This week I attended the annual conference hosted by Hoarding UK, as I do every year. Hoarding is largely misunderstood, but awareness is slowly increasing and there are now several charities in the UK providing advocacy and support. There’s also a growing number of Professional Organisers (like myself!) who work with people with hoarding issues. Far from the media stereotypes that depict hoarding as a lifestyle choice, hoarding is a complex psychological condition requiring empathy and specialist support. In my experience, people on the hoarding spectrum are overwhelmingly intelligent, sensitive folk who have suffered challenging life experiences and are doing their best to cope despite a reduced quality of life.
What is hoarding?
As with most things, there are varying levels of hoarding behaviour but in this post I’m going to focus on Hoarding Disorder. This is a diagnosable mental health condition at the severe end of the spectrum. People with hoarding disorder have an excess of clutter and difficulty discarding at a level that significantly impacts everyday living. They may be unable to use their kitchen and bathroom, unable to access living areas and have no running water or heating. There may be trip hazards, fire risks and infestations. The level of clutter is usually so severe it causes a risk to health and safety and negatively affects the quality of life of the person and family.

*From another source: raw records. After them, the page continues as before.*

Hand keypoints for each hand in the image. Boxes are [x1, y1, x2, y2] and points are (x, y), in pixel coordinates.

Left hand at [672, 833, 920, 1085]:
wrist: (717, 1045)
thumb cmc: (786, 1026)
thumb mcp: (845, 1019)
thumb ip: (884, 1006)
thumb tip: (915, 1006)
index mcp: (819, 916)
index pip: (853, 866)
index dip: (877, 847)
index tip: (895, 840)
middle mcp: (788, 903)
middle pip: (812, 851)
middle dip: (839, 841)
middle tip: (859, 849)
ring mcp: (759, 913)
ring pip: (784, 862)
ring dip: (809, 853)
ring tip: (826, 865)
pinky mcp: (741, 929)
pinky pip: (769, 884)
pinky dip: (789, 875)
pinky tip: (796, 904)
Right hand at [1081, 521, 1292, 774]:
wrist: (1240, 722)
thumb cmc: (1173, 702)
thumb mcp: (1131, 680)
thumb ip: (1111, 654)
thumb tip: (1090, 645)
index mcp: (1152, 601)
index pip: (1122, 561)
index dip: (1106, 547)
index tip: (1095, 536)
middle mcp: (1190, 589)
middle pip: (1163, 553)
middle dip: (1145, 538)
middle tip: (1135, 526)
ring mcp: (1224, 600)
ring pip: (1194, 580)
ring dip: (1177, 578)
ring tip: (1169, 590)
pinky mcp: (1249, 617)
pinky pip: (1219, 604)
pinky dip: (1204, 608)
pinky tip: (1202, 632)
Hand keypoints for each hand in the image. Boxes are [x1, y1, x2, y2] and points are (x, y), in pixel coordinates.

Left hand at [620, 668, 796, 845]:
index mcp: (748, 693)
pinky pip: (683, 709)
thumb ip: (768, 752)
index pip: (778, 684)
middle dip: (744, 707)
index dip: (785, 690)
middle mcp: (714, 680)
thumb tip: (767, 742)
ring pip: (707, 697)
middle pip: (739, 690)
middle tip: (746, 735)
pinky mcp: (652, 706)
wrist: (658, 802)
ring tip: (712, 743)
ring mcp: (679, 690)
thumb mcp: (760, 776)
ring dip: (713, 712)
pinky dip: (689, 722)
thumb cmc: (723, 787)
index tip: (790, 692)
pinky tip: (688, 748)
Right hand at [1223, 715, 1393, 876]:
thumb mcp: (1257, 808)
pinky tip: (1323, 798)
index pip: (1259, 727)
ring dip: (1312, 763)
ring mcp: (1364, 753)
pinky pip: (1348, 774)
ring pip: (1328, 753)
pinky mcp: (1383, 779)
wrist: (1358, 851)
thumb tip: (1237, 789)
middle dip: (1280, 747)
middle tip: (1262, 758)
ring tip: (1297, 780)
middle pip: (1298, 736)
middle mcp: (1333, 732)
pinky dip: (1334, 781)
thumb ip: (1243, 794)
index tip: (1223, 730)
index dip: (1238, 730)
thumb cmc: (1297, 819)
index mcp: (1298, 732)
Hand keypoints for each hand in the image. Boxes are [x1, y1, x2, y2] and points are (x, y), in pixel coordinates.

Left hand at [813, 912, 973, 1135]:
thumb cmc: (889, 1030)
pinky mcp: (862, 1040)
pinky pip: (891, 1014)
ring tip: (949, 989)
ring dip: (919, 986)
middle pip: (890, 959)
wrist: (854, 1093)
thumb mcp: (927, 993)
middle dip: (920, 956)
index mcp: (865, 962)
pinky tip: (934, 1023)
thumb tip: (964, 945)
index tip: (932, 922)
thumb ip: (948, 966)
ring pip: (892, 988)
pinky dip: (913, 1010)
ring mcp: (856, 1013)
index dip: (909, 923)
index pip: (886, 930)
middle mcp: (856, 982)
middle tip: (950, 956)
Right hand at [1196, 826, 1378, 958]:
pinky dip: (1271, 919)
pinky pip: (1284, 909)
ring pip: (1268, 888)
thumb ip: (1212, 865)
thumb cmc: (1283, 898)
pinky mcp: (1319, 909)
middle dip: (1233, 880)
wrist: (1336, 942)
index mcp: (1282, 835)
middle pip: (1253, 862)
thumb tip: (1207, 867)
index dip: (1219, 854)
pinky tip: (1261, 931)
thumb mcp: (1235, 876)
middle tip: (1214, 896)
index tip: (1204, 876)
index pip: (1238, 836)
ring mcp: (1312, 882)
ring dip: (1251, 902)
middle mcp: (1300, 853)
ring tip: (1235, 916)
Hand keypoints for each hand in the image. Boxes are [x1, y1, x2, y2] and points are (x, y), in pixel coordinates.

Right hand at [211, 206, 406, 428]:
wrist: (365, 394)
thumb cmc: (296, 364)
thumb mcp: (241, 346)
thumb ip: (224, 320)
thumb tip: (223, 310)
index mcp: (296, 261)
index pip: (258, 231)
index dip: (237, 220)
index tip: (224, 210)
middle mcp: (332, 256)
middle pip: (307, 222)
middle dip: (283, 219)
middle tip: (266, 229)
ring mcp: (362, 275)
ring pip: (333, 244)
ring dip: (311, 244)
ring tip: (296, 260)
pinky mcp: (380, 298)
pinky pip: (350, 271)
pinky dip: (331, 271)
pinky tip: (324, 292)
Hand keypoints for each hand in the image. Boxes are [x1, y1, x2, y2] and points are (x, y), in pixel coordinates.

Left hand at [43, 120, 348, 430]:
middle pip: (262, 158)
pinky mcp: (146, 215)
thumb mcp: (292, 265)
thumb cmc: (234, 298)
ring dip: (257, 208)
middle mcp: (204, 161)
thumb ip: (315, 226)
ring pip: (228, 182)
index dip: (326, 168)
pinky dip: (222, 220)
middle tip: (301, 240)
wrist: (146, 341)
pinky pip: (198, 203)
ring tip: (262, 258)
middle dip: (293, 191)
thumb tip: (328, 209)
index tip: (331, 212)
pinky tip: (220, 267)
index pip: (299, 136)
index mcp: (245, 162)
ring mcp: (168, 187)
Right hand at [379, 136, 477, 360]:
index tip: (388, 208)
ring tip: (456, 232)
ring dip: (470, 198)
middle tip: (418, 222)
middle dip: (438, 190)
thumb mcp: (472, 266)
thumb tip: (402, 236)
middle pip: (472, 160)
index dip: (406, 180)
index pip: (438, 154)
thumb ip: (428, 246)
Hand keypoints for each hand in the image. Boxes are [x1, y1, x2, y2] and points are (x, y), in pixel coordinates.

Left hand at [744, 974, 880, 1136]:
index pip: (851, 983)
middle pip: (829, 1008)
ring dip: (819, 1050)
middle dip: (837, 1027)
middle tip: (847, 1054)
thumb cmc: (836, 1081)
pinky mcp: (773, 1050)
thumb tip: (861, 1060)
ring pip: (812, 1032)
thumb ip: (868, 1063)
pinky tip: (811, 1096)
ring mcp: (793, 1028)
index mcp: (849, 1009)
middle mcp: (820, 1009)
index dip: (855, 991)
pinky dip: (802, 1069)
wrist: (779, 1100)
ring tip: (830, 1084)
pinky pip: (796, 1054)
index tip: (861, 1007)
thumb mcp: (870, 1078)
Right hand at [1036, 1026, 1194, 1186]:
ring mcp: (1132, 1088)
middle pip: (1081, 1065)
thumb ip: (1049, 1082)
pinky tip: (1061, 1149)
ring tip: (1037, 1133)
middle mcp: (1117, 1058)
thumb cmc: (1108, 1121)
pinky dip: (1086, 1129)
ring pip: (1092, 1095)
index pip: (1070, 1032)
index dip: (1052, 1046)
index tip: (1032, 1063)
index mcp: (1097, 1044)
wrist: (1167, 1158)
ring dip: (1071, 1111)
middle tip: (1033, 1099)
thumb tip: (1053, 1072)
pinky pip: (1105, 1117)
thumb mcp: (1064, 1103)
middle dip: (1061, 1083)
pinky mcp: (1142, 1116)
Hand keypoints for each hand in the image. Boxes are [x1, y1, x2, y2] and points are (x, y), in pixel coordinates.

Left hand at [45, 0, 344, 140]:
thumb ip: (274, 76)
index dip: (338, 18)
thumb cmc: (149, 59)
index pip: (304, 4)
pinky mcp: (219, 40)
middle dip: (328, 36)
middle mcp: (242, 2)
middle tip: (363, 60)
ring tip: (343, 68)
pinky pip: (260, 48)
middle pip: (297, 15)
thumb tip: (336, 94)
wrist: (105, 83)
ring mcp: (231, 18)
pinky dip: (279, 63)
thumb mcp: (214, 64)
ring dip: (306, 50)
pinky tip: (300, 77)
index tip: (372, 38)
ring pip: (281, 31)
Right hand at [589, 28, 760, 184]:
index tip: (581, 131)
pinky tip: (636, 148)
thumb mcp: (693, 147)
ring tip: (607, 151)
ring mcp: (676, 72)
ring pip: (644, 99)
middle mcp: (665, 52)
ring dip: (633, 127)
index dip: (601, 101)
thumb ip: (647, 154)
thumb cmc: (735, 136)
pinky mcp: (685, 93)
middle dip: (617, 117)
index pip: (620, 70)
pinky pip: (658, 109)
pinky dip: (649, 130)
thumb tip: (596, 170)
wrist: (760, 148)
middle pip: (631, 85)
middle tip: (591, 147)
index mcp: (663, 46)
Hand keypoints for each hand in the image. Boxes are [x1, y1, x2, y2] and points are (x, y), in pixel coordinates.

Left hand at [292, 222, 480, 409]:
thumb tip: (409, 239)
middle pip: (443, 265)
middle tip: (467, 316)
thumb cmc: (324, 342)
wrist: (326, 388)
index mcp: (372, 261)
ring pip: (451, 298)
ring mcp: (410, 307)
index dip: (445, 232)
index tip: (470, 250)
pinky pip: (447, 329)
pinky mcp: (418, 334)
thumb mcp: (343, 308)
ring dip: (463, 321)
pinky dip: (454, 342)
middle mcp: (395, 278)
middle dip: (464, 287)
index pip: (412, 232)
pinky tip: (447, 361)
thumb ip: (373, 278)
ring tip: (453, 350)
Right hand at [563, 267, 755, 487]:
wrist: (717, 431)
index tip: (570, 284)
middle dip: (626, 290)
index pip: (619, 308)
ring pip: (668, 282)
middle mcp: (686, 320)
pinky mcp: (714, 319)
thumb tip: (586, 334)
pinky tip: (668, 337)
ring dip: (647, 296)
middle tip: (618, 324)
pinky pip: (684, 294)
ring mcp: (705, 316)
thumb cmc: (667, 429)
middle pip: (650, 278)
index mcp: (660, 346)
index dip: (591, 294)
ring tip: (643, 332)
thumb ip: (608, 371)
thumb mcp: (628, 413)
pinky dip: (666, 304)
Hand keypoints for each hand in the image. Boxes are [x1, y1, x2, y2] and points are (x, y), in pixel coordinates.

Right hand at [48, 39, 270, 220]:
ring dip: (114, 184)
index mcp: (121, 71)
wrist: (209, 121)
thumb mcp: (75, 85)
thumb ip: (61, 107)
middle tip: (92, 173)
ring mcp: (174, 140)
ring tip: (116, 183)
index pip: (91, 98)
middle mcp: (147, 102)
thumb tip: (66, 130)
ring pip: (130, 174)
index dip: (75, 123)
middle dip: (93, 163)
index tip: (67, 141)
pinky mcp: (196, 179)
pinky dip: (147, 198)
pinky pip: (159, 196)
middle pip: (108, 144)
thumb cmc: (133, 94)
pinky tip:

It can also have a detrimental effect on relationships with family and friends and lead to social isolation. It tends to be a hidden condition due to the levels of shame and embarrassment that the individual experiences.
Who is affected?
Some research has indicated that hoarding disorder is more common in men, but women are more likely to ask for support. The limited research available shows no distinction between age, gender, ethnic group, education level or income, so contrary to the stereotype, it is not something that just affects older people with low income levels. There is often a family history of Obsessive Compulsive Disorder or hoarding within the family, usually affecting parents, siblings or children. It is thought that only 5% of people who hoard come to the attention of professionals, and hoarding difficulties often come to the forefront when patients seek support and treatment for other mental health or physical conditions.
When does it start?
Hoarding often begins in adolescence and without support, increases over time often becoming a significant problem for people when they are in their thirties. The average age of people seeking treatment is around the age of fifty, although many people never seek support and may never reach the stage where they see their behaviour as problematic. Traumatic life events and hardship are frequent in people with Hoarding Disorder and can lead to social vulnerability, isolation and housing insecurity.
What are the features?
People with hoarding disorder acquire items excessively and are unable to discard. They are often chronically disorganised, find it difficult to make decisions or decision making is hampered by perfectionism. They have a very strong attachment to the things they own, which often no obvious monetary value or worth in the eyes of others. Hoarding is often accompanied by a lack of insight and although there is limited distress experienced from living conditions, there is significant anxiety when asked to discard. Hoarding Disorder tends to exist alongside other mental health conditions, especially depression, linked to a high frequency of adverse life events characterised by trauma, grief and loss. Other common comorbidities include O.C.D. and Attention Deficit Hyperactivity Disorder.
What helps?
Once Hoarding Disorder is identified, a long term co-ordinated approach is needed. There has been a distinct lack of support in the past, but local authorities are increasingly recognising the need for protocols and partnership working between social services, health, fire service, housing and professional organisers. A trauma-informed non-judgemental approach, which seeks to improve peoples health, safety and wellness and empowers the individual to make positive changes, is the one most likely to achieve success. But it takes time, alongside lots of patience and understanding. There are no quick fixes, and the enforced ‘clear outs’ of old (which only served to cause more trauma) are thankfully a thing of the past. Motivational interviewing techniques can be very useful, as this helps the person see at the discrepancy between the current situation and how they would like to live and increases confidence in their ability to make a change.